[FR] Allow argument for 'local_dst_path' when loading Pyfunc Models #4154

ameya-parab · 2021-03-01T23:28:36Z

Willingness to contribute

The MLflow Community encourages new feature contributions. Would you or another member of your organization be willing to contribute an implementation of this feature (either as an MLflow Plugin or an enhancement to the MLflow code base)?

Yes. I can contribute this feature independently.
Yes. I would be willing to contribute this feature with guidance from the MLflow community.
No. I cannot contribute this feature at this time.

Proposal Summary

Currently, the 'mlflow.pyfunc.load_model(MODEL_URI)' just accepts the remote model URI (S3 in our case) when trying to load a Python flavored MLFlow model and its artifacts. As part of this call, the load_model method, downloads the artifacts registered when logging the MLFLow model to a temporary directory in the local filesystem for serving.
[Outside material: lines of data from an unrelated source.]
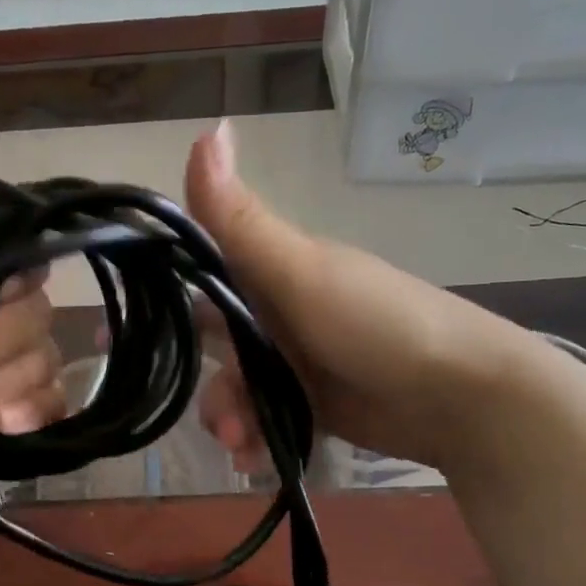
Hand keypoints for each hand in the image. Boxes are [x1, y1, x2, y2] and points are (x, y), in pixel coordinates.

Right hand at [187, 120, 521, 472]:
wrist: (460, 394)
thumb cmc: (376, 323)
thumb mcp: (301, 271)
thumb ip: (240, 220)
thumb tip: (205, 125)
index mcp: (274, 273)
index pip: (203, 279)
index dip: (168, 302)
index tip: (125, 336)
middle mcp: (280, 315)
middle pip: (216, 348)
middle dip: (208, 385)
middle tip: (220, 418)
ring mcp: (297, 364)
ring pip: (238, 392)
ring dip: (230, 420)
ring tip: (242, 444)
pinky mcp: (313, 407)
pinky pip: (266, 424)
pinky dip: (257, 443)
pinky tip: (258, 460)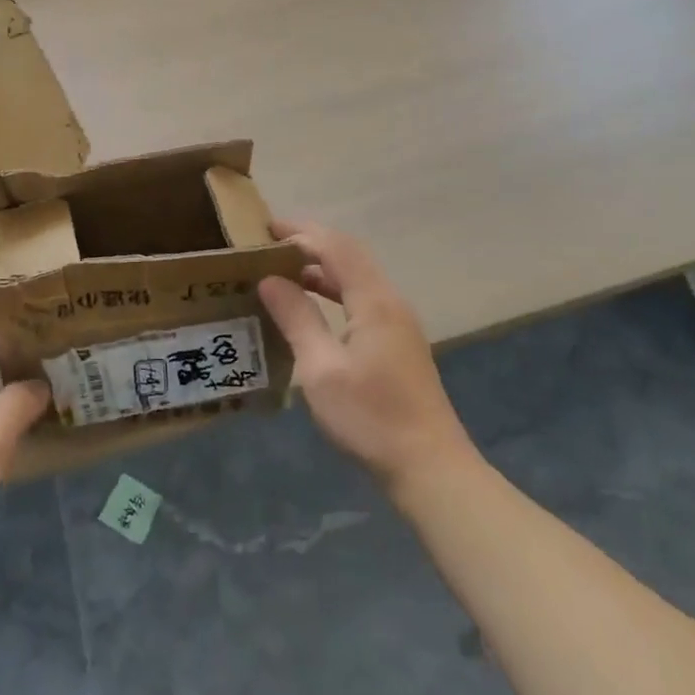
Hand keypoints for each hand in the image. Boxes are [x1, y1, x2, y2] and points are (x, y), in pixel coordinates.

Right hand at [258, 221, 471, 492]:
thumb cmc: (371, 417)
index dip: (300, 232)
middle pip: (349, 255)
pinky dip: (334, 289)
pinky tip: (312, 304)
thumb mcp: (321, 369)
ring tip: (282, 268)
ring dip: (322, 266)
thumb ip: (297, 318)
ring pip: (357, 276)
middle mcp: (390, 301)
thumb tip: (269, 280)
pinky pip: (361, 297)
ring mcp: (397, 322)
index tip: (264, 227)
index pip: (335, 247)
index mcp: (374, 301)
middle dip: (310, 242)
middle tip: (269, 242)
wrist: (429, 467)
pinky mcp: (397, 341)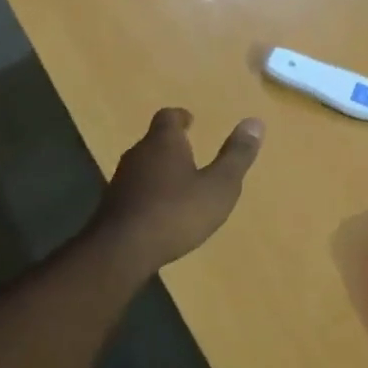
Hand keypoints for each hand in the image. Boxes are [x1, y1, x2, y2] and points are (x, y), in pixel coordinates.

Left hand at [86, 108, 264, 276]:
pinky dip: (148, 194)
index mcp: (163, 142)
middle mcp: (138, 154)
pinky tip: (160, 212)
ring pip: (143, 166)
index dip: (180, 117)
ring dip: (159, 171)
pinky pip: (134, 190)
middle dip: (171, 145)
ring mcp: (121, 180)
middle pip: (154, 141)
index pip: (168, 117)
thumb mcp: (218, 187)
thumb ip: (236, 156)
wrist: (121, 250)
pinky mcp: (112, 206)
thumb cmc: (176, 213)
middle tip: (189, 153)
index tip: (190, 121)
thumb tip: (255, 122)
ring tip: (178, 184)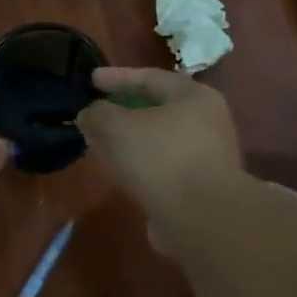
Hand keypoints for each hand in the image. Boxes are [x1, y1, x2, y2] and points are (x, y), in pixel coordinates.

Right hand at [75, 68, 243, 242]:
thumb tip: (89, 115)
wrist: (202, 218)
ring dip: (128, 141)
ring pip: (156, 140)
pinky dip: (137, 164)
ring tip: (99, 144)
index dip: (117, 77)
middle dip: (122, 112)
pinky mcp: (199, 186)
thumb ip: (97, 114)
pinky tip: (118, 172)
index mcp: (193, 97)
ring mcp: (205, 156)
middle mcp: (206, 122)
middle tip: (95, 114)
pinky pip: (160, 166)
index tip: (90, 80)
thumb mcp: (116, 126)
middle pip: (156, 109)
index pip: (150, 77)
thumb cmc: (161, 158)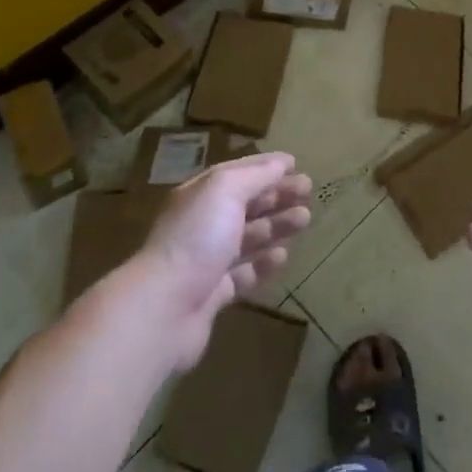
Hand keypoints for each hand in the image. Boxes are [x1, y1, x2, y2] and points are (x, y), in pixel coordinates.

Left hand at [137, 153, 311, 369]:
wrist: (163, 308)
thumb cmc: (197, 238)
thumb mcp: (226, 191)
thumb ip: (255, 176)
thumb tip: (281, 163)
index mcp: (201, 194)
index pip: (237, 172)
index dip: (266, 166)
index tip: (295, 164)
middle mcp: (202, 223)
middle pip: (245, 203)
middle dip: (276, 195)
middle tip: (308, 192)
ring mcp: (206, 260)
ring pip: (247, 237)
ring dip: (276, 226)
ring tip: (304, 220)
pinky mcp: (212, 294)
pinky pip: (243, 274)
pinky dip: (263, 264)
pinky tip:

I would like to open a feature request, to allow specifying a local path when calling the load_model function, this would enable the users to download the artifacts and the model to a specific location for further analysis.

Motivation

What is the use case for this feature?
- Enables downloading the remote model and its artifacts to a specified location which caters to reduced model loading
times as the model is directly loaded from a local file path and can be reused by other programs, if required.
Why is this use case valuable to support for MLflow users in general?
- The feature will reduce the overall model serving time for large models as the artifacts and the model itself would be
available at a local filesystem path for multiple programs to use.
Why is this use case valuable to support for your project(s) or organization?
- This will help us to tackle the long loading times when iniializing the model serving framework as our production
deployment consists of ensemble of models rather than a single model.
Why is it currently difficult to achieve this use case?
- We have a workaround in place to shutil the models and their artifacts from the temporary directories to a different
location everytime it is initialized by a program, this is not optimized and can be error prone.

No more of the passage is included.